I did write more, however, more on the memoir, more essay notes, and theorized a podcast with Pat for awhile there, writing three pages a day like I'm supposed to. Need to get back to letter-writing to people, before it's too late, meaning I forget again.
The Signum University work has been going well. Beowulf translation has been taking most of my time for writing since that course began. I had put in some kind of order the notes for an essay on Tolkien's translations, but that will have to wait again for now. But most exciting is the new partnership with Outschool, who wanted to provide homeschool parents with a Lord of the Rings class and reached out to the Tolkien Professor to get one. And here one is! And another on (or in preparation for) Pullman's Book of Dust, finally about to be released!
And then teaching Spanish long-term again for a teacher on maternity leave, so I get to see another public school quite different from the ones where I was posted most of last year.

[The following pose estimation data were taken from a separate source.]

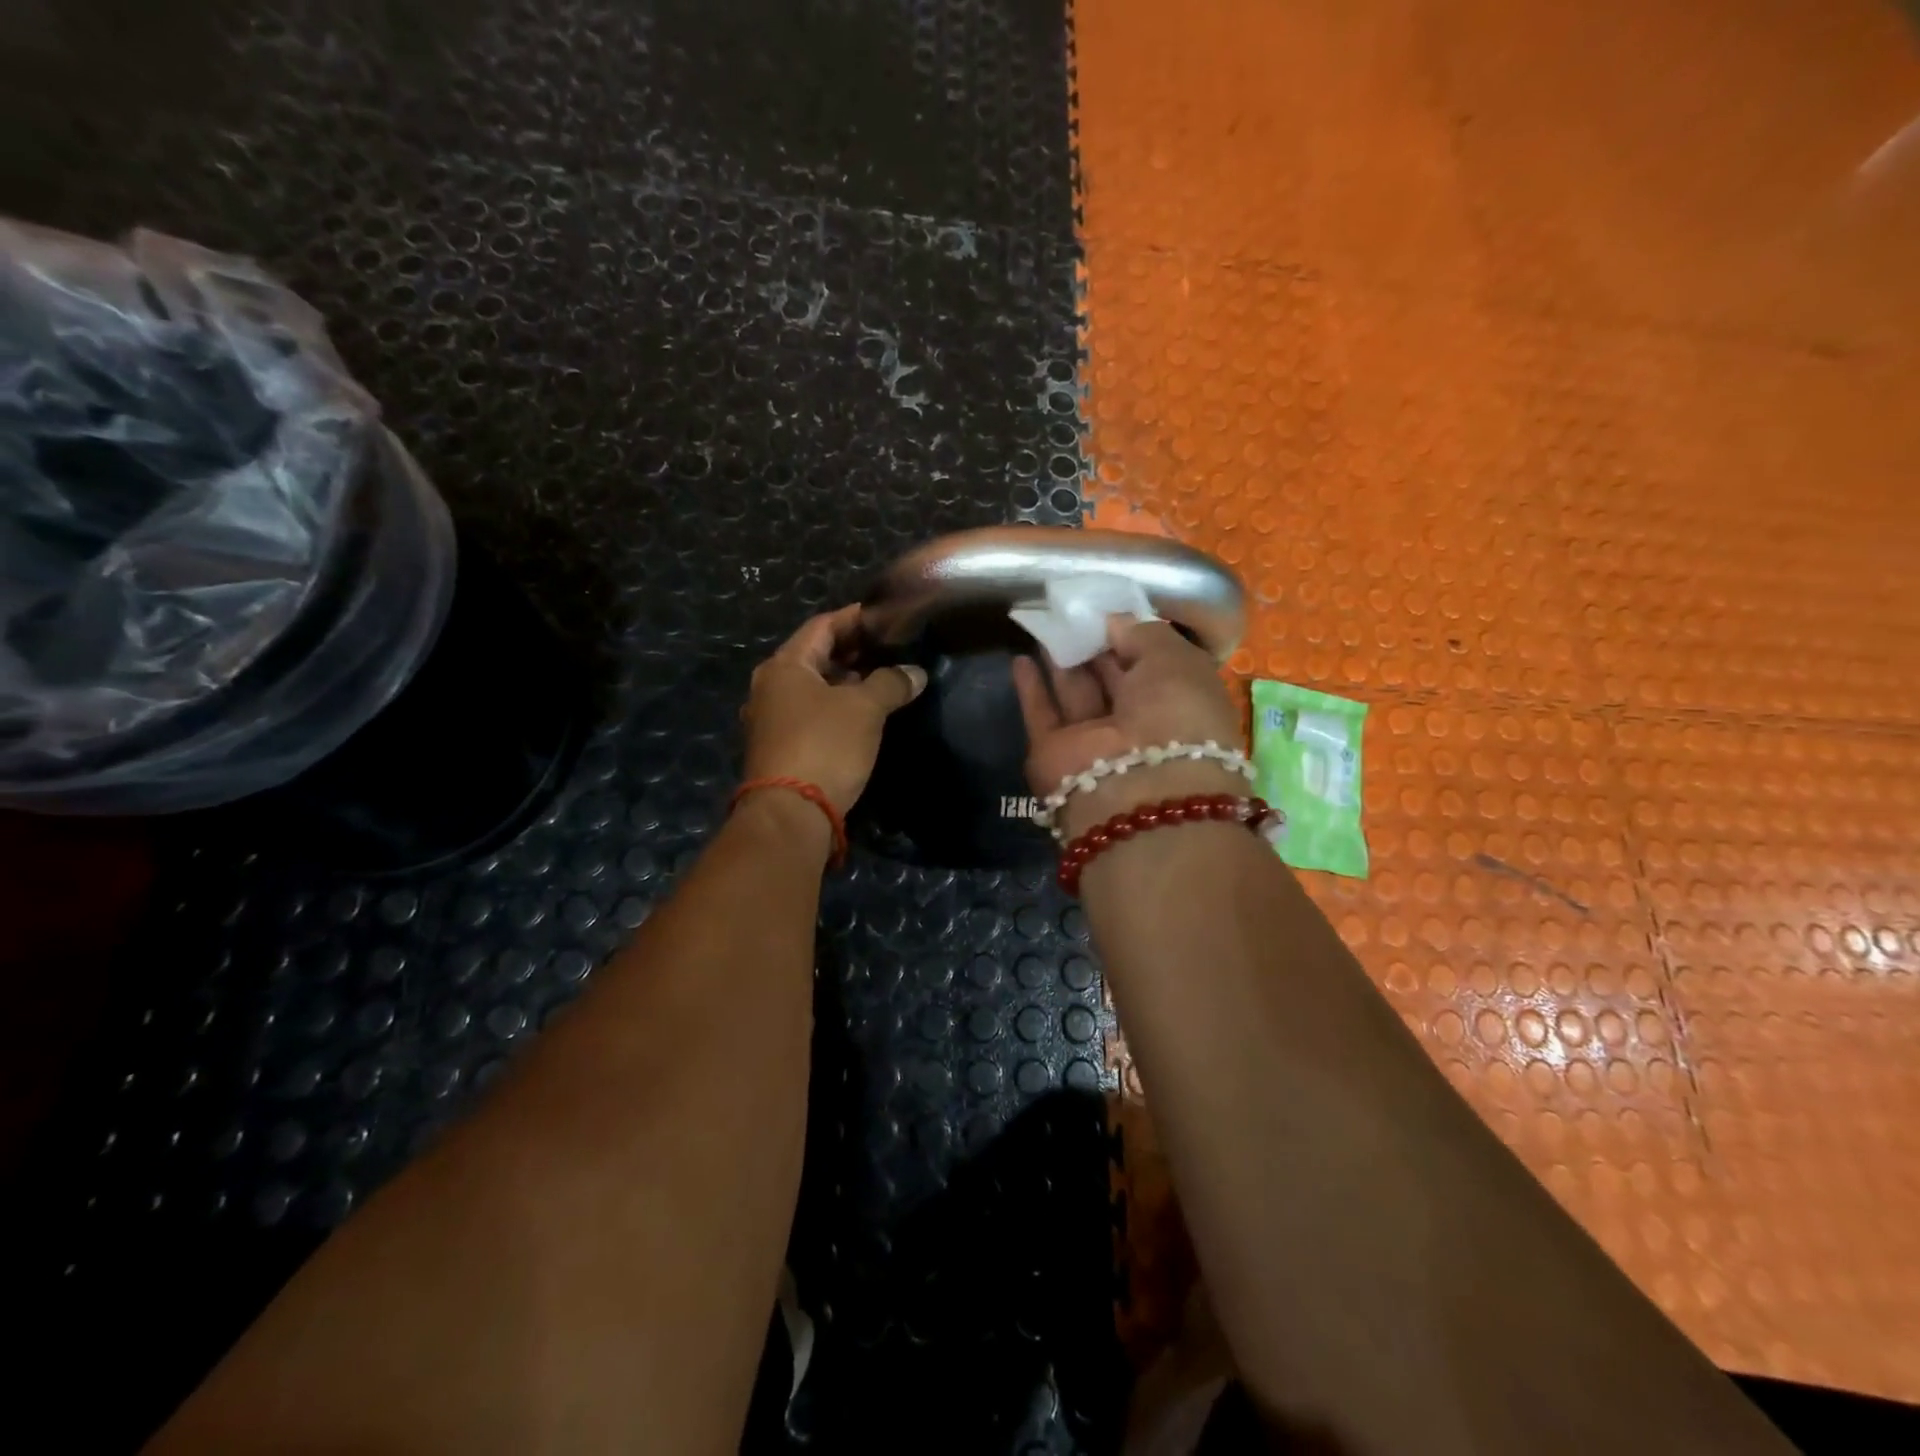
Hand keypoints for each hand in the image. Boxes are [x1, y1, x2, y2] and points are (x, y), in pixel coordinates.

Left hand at [743, 605, 926, 813]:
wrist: (791, 814)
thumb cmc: (825, 746)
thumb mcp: (865, 708)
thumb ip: (891, 683)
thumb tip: (915, 673)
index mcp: (785, 666)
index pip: (823, 626)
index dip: (856, 618)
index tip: (887, 617)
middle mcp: (770, 686)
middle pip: (816, 657)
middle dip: (854, 651)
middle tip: (891, 649)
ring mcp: (771, 719)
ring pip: (814, 688)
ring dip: (847, 682)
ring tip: (884, 680)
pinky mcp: (780, 747)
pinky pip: (812, 714)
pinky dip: (837, 707)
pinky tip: (864, 714)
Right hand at [1011, 616, 1244, 838]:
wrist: (1137, 788)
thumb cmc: (1174, 715)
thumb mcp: (1176, 659)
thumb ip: (1144, 633)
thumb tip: (1114, 622)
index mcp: (1179, 706)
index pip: (1154, 665)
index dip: (1132, 636)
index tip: (1108, 609)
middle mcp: (1138, 726)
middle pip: (1112, 679)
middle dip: (1094, 646)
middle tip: (1071, 611)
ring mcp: (1095, 743)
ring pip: (1076, 694)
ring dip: (1062, 661)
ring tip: (1045, 624)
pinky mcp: (1054, 754)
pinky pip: (1041, 714)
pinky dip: (1031, 688)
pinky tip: (1019, 658)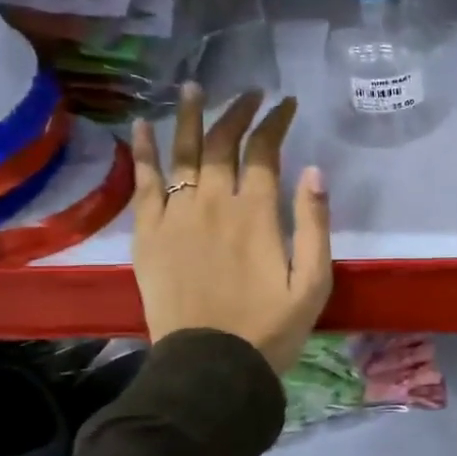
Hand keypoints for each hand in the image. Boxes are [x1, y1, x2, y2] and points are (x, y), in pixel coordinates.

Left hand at [130, 86, 332, 373]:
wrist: (211, 367)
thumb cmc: (270, 328)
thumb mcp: (314, 283)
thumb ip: (315, 224)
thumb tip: (314, 170)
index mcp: (256, 214)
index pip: (265, 151)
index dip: (276, 122)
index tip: (287, 104)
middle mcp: (213, 203)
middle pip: (222, 144)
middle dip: (238, 112)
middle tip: (249, 94)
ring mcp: (175, 216)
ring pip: (181, 153)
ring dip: (188, 117)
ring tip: (193, 89)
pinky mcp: (148, 235)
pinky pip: (143, 184)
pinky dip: (143, 154)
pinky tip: (141, 128)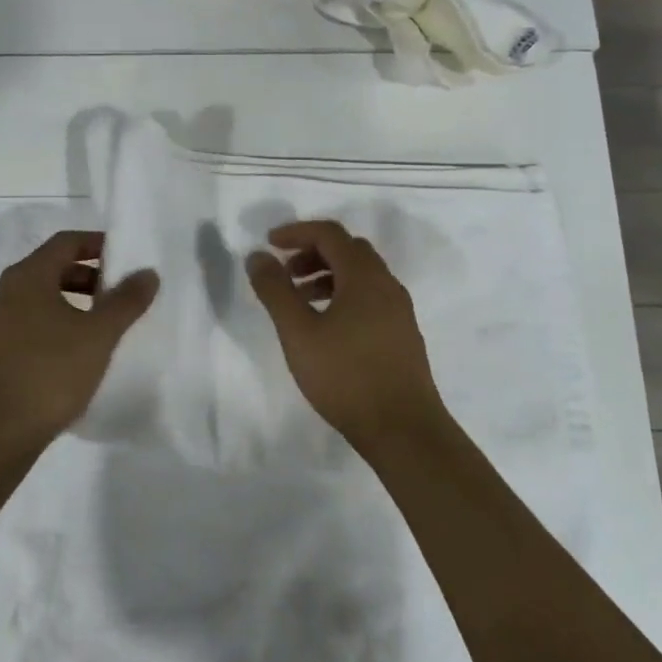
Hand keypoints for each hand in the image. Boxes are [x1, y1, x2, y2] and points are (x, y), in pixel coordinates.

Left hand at [0, 230, 157, 453]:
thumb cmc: (52, 371)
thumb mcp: (99, 333)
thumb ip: (127, 300)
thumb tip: (148, 273)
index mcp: (28, 276)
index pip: (66, 242)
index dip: (98, 243)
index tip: (126, 256)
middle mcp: (9, 291)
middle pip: (55, 267)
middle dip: (91, 273)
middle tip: (122, 289)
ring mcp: (0, 323)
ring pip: (45, 296)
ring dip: (78, 299)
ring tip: (108, 319)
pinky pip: (36, 320)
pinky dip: (62, 321)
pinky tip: (83, 347)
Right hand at [246, 219, 446, 453]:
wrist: (404, 429)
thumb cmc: (345, 376)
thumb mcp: (298, 332)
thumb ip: (275, 290)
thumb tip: (258, 256)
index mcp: (364, 276)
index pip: (330, 234)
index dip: (297, 232)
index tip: (269, 243)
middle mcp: (387, 284)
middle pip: (348, 250)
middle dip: (312, 253)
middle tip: (285, 273)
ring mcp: (399, 310)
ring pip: (361, 275)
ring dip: (328, 275)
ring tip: (300, 301)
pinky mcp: (402, 334)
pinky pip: (370, 297)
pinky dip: (344, 295)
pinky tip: (327, 327)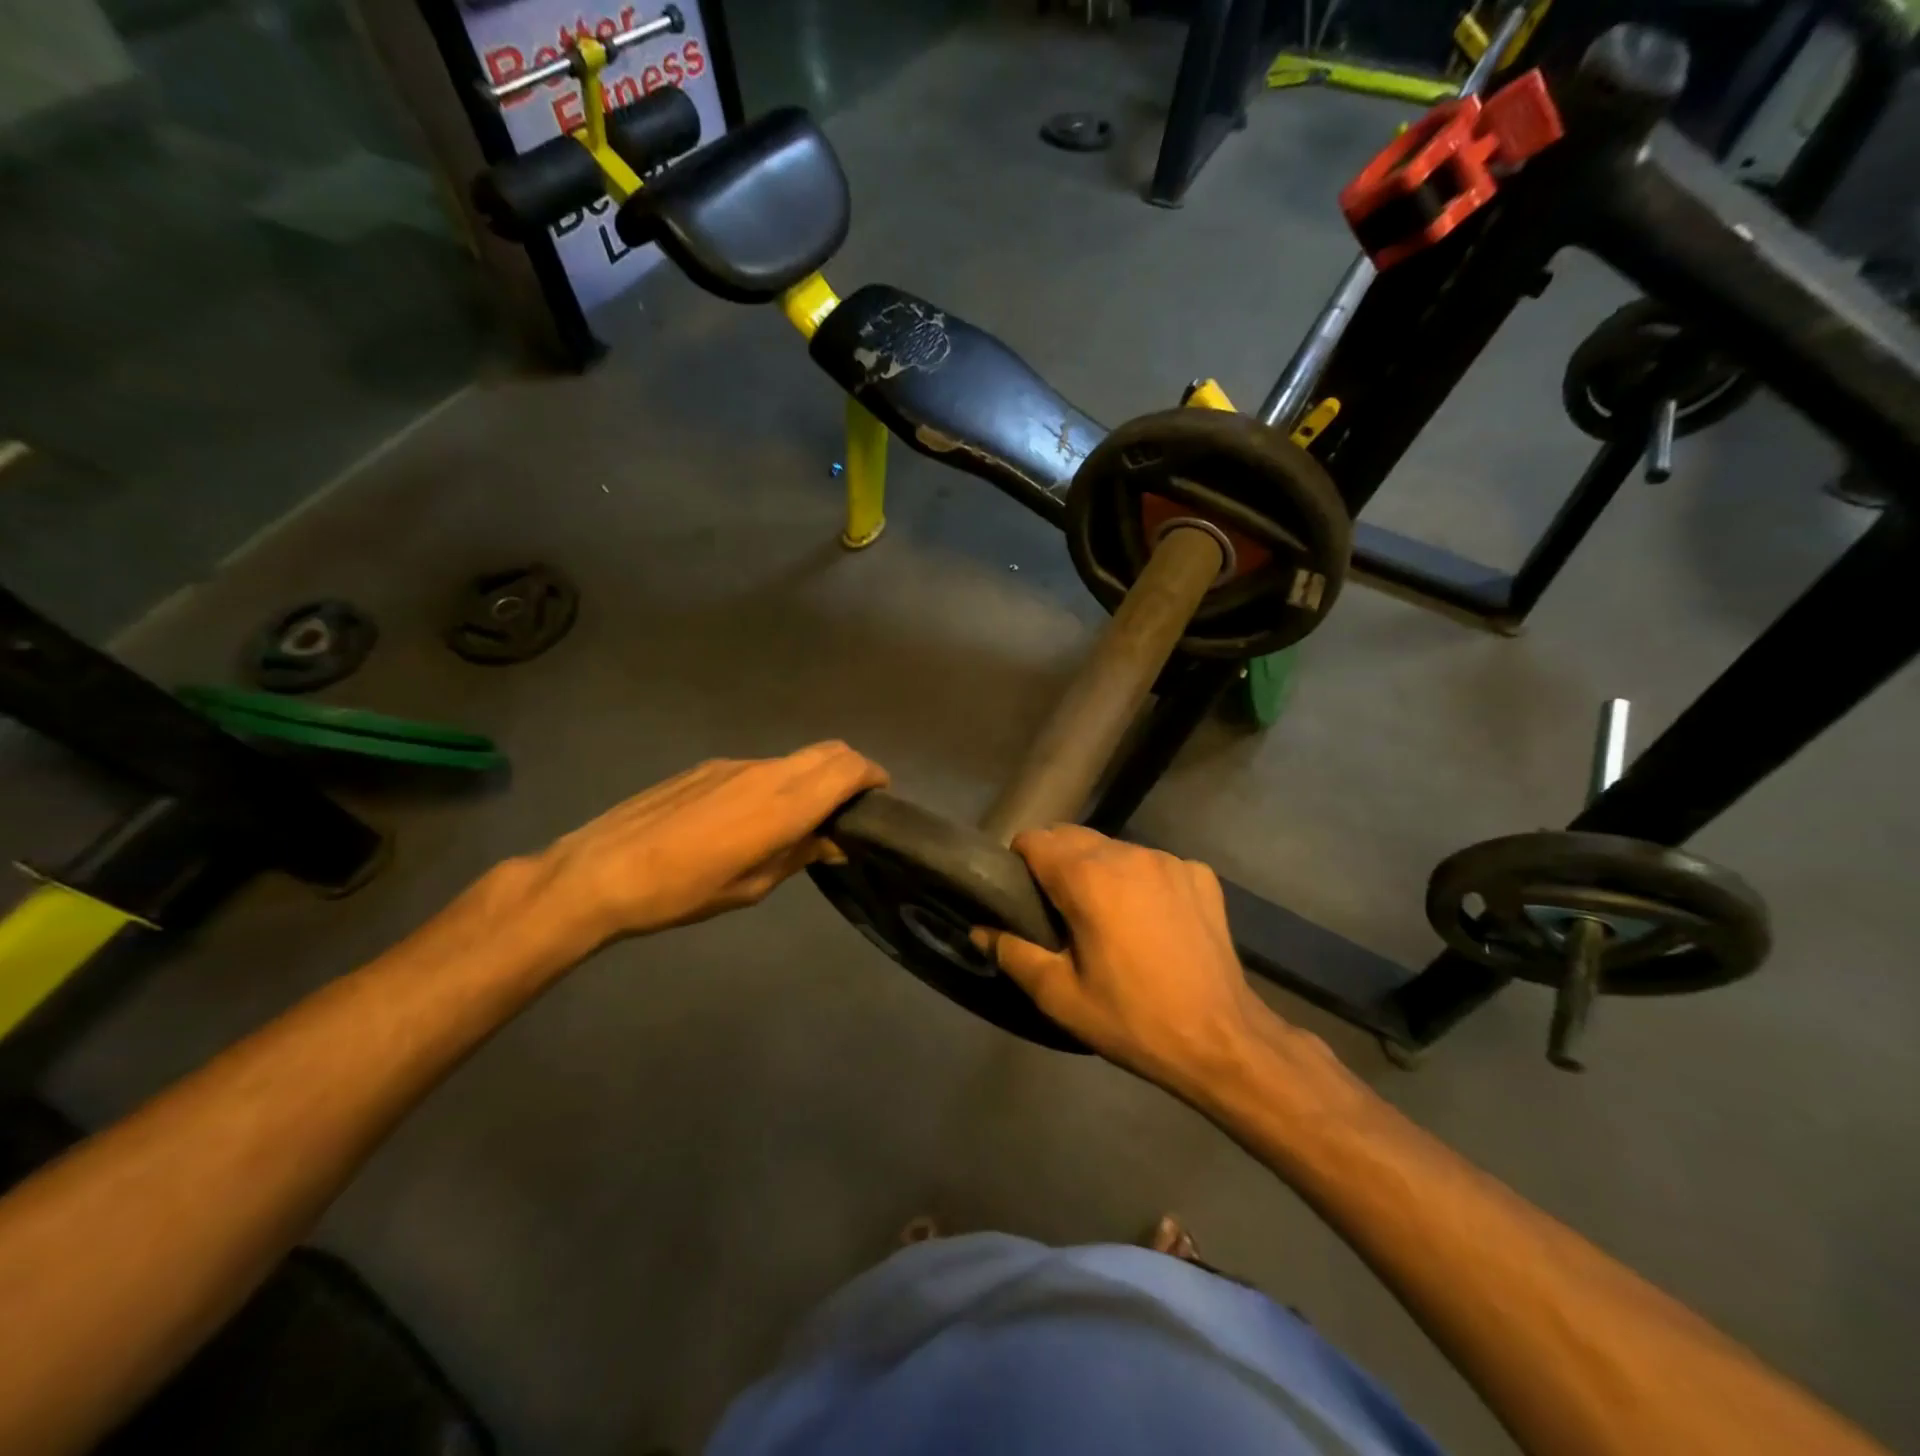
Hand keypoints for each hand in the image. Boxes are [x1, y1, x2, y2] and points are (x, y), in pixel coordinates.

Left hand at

More on that later.
A couple of interesting places for Spokane to have: the whole neck of the woods around church, which includes a Montessori school or two and this campus of a Japanese university; and the Spanish conversation club that meets at Lindaman's, by Manito Park, where a lady from Andalucia who had recently gone back on a three-week vacation there was showing everyone postcards and reminiscing about eating boquerones on the beach. Something that I liked about these two sites is the second-language feel of some of the English. I admire whoever wrote them.
So, between the bigger fish and the small fry, life's good I have to say.